» Action item
Set down the entries again word for word, without any of the images.

» Supplied entries
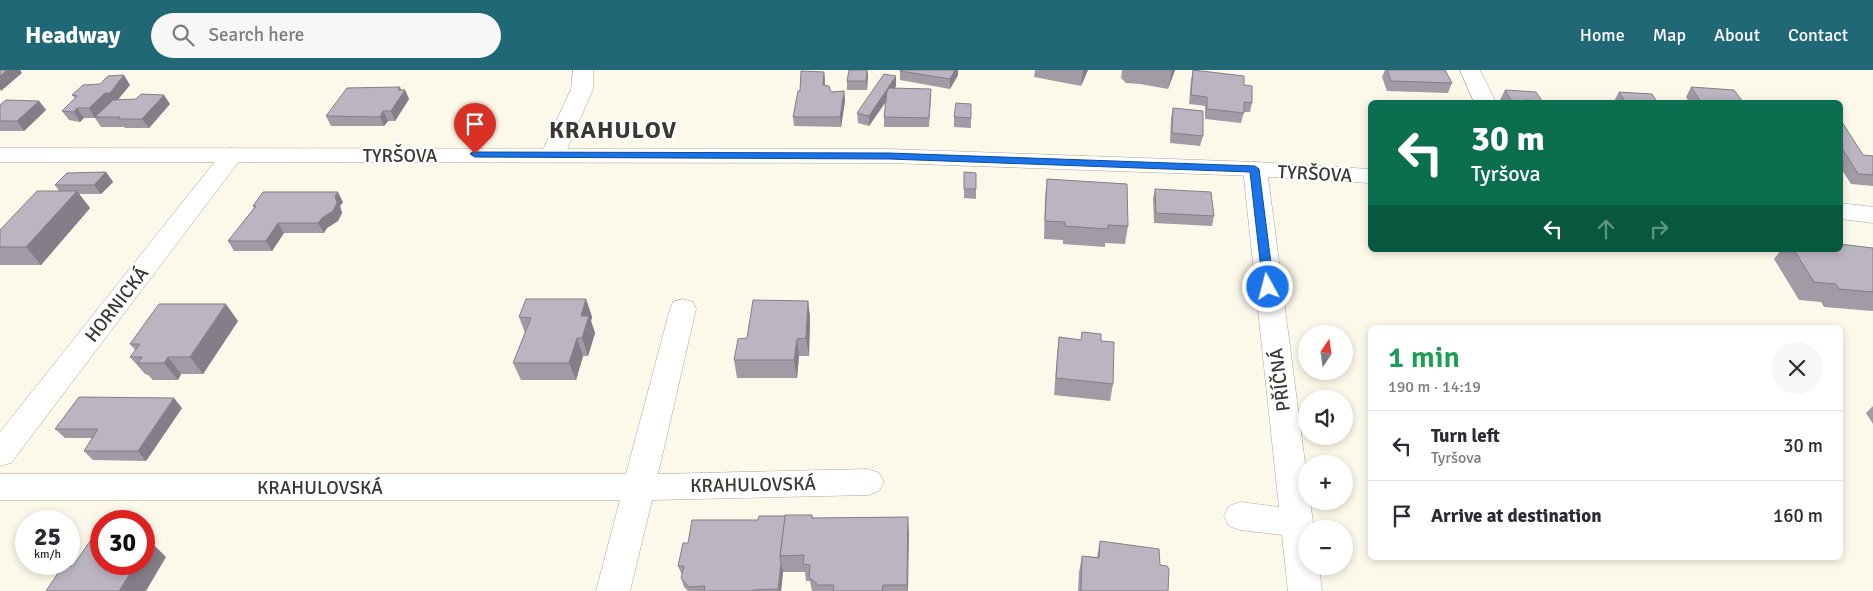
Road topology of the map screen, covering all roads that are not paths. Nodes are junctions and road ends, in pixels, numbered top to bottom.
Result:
1 (583, 70) edge
2 (1470, 70) edge
3 (1484, 100) edge
4 (232, 154) junction
5 (552, 154) junction
6 (0, 155) edge
7 (1255, 169) junction
8 (1368, 176) edge
9 (1843, 211) edge
10 (1873, 215) edge
11 (682, 309) dead end
12 (0, 454) edge
13 (868, 482) dead end
14 (639, 487) junction
15 (0, 488) edge
16 (1240, 516) dead end
17 (1296, 523) junction
18 (613, 591) edge
19 (1305, 591) edge

1 - 5 street
2 - 3 street
4 - 5 street, TYRŠOVA
4 - 6 street, TYRŠOVA
4 - 12 street, HORNICKÁ
5 - 7 street, TYRŠOVA
7 - 8 street, TYRŠOVA
7 - 17 street, PŘÍČNÁ
9 - 10 street
11 - 14 street
13 - 14 street, KRAHULOVSKÁ
14 - 15 street, KRAHULOVSKÁ
14 - 18 street
16 - 17 street
17 - 19 street, PŘÍČNÁ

» The answer
Road topology of the map screen, covering all roads that are not paths. Nodes are junctions and road ends, in pixels, numbered top to bottom.
Result:
1 (583, 70) edge
2 (1470, 70) edge
3 (1484, 100) edge
4 (232, 154) junction
5 (552, 154) junction
6 (0, 155) edge
7 (1255, 169) junction
8 (1368, 176) edge
9 (1843, 211) edge
10 (1873, 215) edge
11 (682, 309) dead end
12 (0, 454) edge
13 (868, 482) dead end
14 (639, 487) junction
15 (0, 488) edge
16 (1240, 516) dead end
17 (1296, 523) junction
18 (613, 591) edge
19 (1305, 591) edge

1 - 5 street
2 - 3 street
4 - 5 street, TYRŠOVA
4 - 6 street, TYRŠOVA
4 - 12 street, HORNICKÁ
5 - 7 street, TYRŠOVA
7 - 8 street, TYRŠOVA
7 - 17 street, PŘÍČNÁ
9 - 10 street
11 - 14 street
13 - 14 street, KRAHULOVSKÁ
14 - 15 street, KRAHULOVSKÁ
14 - 18 street
16 - 17 street
17 - 19 street, PŘÍČNÁ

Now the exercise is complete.